There are also those of the younger generation who have not come to terms with the idea of being friends with men. Last week when my friend posted a picture of us both together at a party on her Instagram, the comments went crazy, and equally splashed over onto my Instagram, with comments relating to us acting stupid and other ridiculous nonsense. And I was happily laughing it off until one or two people decided to make it personal and started to write personal hatred comments towards me. I shouldn't need to have time for people picking me apart because they feel they have the right to.
For anyone reading, who is dealing with online hatred or bullying, please feel free to comment below and lets discuss ways to deal with how you're feeling. Too many young people are feeling alone, bullied and depressed due to the words of other people online, and it's gone too far. I'd love to form a discussion as to how we all can deal with hatred and help others who are struggling.
Adaleta •
That feeling of anxiety and filling some turmoil in the pit of your stomach from comments like this is truly something that can and will likely ruin someone's day. I completely understand where you're coming from and can appreciate your comment quite a bit. Sometimes even when I write something positive, people write rude commentary back!
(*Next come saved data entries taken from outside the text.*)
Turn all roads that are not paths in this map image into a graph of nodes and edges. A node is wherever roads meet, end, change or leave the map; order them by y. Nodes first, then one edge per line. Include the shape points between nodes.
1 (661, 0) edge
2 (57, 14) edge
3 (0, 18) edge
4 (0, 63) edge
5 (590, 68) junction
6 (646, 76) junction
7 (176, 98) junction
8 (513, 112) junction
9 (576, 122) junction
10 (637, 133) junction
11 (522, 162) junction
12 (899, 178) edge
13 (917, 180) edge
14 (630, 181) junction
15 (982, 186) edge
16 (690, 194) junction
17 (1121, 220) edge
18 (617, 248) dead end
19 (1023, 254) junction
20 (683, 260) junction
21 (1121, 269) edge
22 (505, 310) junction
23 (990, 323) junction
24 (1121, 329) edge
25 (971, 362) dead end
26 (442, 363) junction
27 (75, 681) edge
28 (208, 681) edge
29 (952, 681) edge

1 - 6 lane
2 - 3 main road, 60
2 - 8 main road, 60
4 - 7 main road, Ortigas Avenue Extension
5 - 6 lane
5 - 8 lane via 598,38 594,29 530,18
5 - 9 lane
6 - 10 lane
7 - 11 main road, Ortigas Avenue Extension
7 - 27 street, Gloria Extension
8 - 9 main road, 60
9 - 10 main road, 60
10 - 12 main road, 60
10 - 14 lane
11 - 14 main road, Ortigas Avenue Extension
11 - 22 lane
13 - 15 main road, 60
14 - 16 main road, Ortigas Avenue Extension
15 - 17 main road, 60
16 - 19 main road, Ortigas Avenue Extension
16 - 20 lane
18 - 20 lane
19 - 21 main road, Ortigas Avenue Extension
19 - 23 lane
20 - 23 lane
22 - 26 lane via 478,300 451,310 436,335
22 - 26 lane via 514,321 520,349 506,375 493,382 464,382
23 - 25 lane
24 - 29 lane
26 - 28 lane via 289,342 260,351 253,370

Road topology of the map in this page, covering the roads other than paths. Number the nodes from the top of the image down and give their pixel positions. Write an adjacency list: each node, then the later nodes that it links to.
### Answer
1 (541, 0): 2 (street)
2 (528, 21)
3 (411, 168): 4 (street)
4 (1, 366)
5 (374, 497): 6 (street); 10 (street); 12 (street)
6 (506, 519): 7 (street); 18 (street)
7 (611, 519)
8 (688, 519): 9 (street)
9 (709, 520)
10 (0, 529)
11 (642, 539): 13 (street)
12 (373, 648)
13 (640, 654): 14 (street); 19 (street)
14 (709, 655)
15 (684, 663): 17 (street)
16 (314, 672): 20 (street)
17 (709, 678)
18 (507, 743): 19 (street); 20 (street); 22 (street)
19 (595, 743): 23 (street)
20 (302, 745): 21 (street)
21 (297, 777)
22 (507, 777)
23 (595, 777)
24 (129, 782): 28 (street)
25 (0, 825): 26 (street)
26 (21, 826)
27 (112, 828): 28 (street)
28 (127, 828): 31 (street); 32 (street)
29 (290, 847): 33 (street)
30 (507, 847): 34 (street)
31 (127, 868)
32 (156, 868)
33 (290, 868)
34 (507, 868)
••rae tashman (@lovefromberlin) •
This was such a fantastic read - it is unfortunate that in the blogging world, hate is something that comes with the territory. I think that ignoring negativity is honestly the best policy as well!
Rae |
••hstrv •
It's funny how negativity always has such a big impact. even though you probably get 1000 positive comments for every negative one, it'll be that one that stands out... Just remember you are beautiful and smart and hardworking, such an inspiration to so many young girls out there (and older ones, namely me) because of your positive attitude. Keep going at it, you're doing great! Xx
••Filipa G. •
This is my first time ever coming across your blog, so I may not know you as your other followers do, but I have to thank you, sincerely, for writing this post. I've had a relatively vast experience with bullying and cyberbullying, which happened mainly on Facebook, since it was my only social media account back then. Because of those repetitive experiences, I took a long break from the internet and the public, narrowed down my friendly circle to a handful of people, and "disappeared" for a while. Looking back now, I was so young, I had no idea how to deal with any of that. I didn't have the maturity to, either.
I'm starting over now, slowly exposing myself again. I know they can come back, I know the story can repeat itself again and sometimes it still scares me. Reading this, coming from someone who is older and more experienced than me, is extremely reassuring. Again, thank you so much.